There was a time when the FCS-to-FBS jump was an imposing one, and the NCAA did not want to incentivize making it lightly—not even a proud Florida A&M program could make a mid-2000s attempt at a jump stick. However, the Flames, Dukes and other teams have shown it’s not so great a climb for programs with the right resources and management.

Now the Bison and the Hornets stand to benefit.

How far can North Dakota State and Sacramento State go in the near term?

The Bison opened 12–0 last year before a shock loss to Illinois State in the FCS playoffs’ second round, so that question may answer itself. North Dakota State does not play a single Power 4 team—a potential strength-of-schedule albatross if it has designs on really surging. A potential roadblock: the fact that the Bison have to visit the Mountain West’s two favorites, UNLV (Oct. 10) and New Mexico (Oct. 24).

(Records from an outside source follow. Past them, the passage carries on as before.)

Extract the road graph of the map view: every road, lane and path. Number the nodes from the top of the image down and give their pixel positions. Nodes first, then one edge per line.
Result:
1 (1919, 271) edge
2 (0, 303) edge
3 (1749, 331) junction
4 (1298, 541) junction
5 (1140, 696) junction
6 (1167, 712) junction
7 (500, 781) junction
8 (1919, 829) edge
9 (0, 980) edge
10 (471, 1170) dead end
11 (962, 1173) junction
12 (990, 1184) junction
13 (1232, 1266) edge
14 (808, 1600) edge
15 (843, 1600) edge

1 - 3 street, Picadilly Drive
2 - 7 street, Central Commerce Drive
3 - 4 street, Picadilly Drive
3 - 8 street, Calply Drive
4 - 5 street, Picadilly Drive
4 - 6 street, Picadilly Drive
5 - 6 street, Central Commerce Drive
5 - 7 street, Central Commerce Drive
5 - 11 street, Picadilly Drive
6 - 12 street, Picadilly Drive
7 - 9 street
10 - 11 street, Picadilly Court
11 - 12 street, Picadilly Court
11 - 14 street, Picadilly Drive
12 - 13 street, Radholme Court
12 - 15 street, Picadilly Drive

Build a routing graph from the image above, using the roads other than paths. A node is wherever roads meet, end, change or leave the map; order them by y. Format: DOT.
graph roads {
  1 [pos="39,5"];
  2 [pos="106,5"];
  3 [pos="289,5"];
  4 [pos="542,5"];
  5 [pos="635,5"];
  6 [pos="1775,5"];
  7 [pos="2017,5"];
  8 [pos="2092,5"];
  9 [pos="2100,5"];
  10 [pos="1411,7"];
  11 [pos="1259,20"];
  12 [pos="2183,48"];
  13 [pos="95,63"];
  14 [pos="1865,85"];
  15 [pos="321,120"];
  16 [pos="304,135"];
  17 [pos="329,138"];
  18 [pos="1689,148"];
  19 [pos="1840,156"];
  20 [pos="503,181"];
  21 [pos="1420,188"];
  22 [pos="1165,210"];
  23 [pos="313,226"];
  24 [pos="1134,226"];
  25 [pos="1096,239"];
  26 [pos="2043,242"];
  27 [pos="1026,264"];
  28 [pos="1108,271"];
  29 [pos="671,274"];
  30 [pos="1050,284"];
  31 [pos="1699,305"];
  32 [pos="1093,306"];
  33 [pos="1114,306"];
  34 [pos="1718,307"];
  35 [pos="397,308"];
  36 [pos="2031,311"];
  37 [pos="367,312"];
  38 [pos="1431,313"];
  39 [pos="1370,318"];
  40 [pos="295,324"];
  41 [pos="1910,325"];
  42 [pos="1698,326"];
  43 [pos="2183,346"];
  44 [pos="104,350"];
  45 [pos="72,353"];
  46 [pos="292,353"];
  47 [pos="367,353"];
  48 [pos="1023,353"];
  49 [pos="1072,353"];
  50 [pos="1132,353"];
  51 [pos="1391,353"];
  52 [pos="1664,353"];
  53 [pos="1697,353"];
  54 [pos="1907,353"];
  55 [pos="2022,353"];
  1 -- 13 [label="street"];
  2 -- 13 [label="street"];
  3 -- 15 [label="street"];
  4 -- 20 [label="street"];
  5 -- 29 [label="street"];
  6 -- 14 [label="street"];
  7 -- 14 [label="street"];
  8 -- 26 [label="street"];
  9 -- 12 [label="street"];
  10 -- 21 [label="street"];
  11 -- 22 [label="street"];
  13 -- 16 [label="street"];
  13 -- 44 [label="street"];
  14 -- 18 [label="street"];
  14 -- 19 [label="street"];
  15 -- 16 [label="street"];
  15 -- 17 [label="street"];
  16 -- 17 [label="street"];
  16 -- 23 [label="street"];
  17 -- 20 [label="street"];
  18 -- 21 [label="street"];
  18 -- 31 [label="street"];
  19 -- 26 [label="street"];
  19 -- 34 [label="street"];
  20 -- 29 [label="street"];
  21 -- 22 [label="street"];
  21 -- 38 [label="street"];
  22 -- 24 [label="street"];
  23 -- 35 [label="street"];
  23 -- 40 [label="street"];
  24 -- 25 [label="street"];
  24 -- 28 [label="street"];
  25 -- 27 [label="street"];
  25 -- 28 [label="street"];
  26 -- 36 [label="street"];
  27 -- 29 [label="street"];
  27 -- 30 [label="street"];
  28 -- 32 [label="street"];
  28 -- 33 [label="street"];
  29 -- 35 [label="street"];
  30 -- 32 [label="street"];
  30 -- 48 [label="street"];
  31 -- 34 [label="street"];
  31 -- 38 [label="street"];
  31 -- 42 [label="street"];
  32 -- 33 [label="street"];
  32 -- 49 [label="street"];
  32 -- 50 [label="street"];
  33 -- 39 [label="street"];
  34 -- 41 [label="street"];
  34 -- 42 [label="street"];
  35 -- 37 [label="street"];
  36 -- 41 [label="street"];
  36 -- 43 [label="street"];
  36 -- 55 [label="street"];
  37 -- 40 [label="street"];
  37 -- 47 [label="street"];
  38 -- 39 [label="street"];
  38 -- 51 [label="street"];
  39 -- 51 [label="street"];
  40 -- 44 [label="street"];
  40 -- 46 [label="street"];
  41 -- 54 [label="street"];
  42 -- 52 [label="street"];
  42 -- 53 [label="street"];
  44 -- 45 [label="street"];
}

It’s a different story for the Hornets, a 7–5 squad a year ago whose move to the FBS is widely seen as a gamble on their growth potential. Sacramento State also does not play a major-conference team, but has a breakneck travel schedule ahead of it—the Hornets will visit Ypsilanti, Mich.; Bowling Green, Ohio; Muncie, Ind.; Mount Pleasant, Mich. and Honolulu. Combine that with a first-year coach—Oakland native and ex-MC Hammer choreographer Alonzo Carter—and it could be a long FBS debut in California’s capital.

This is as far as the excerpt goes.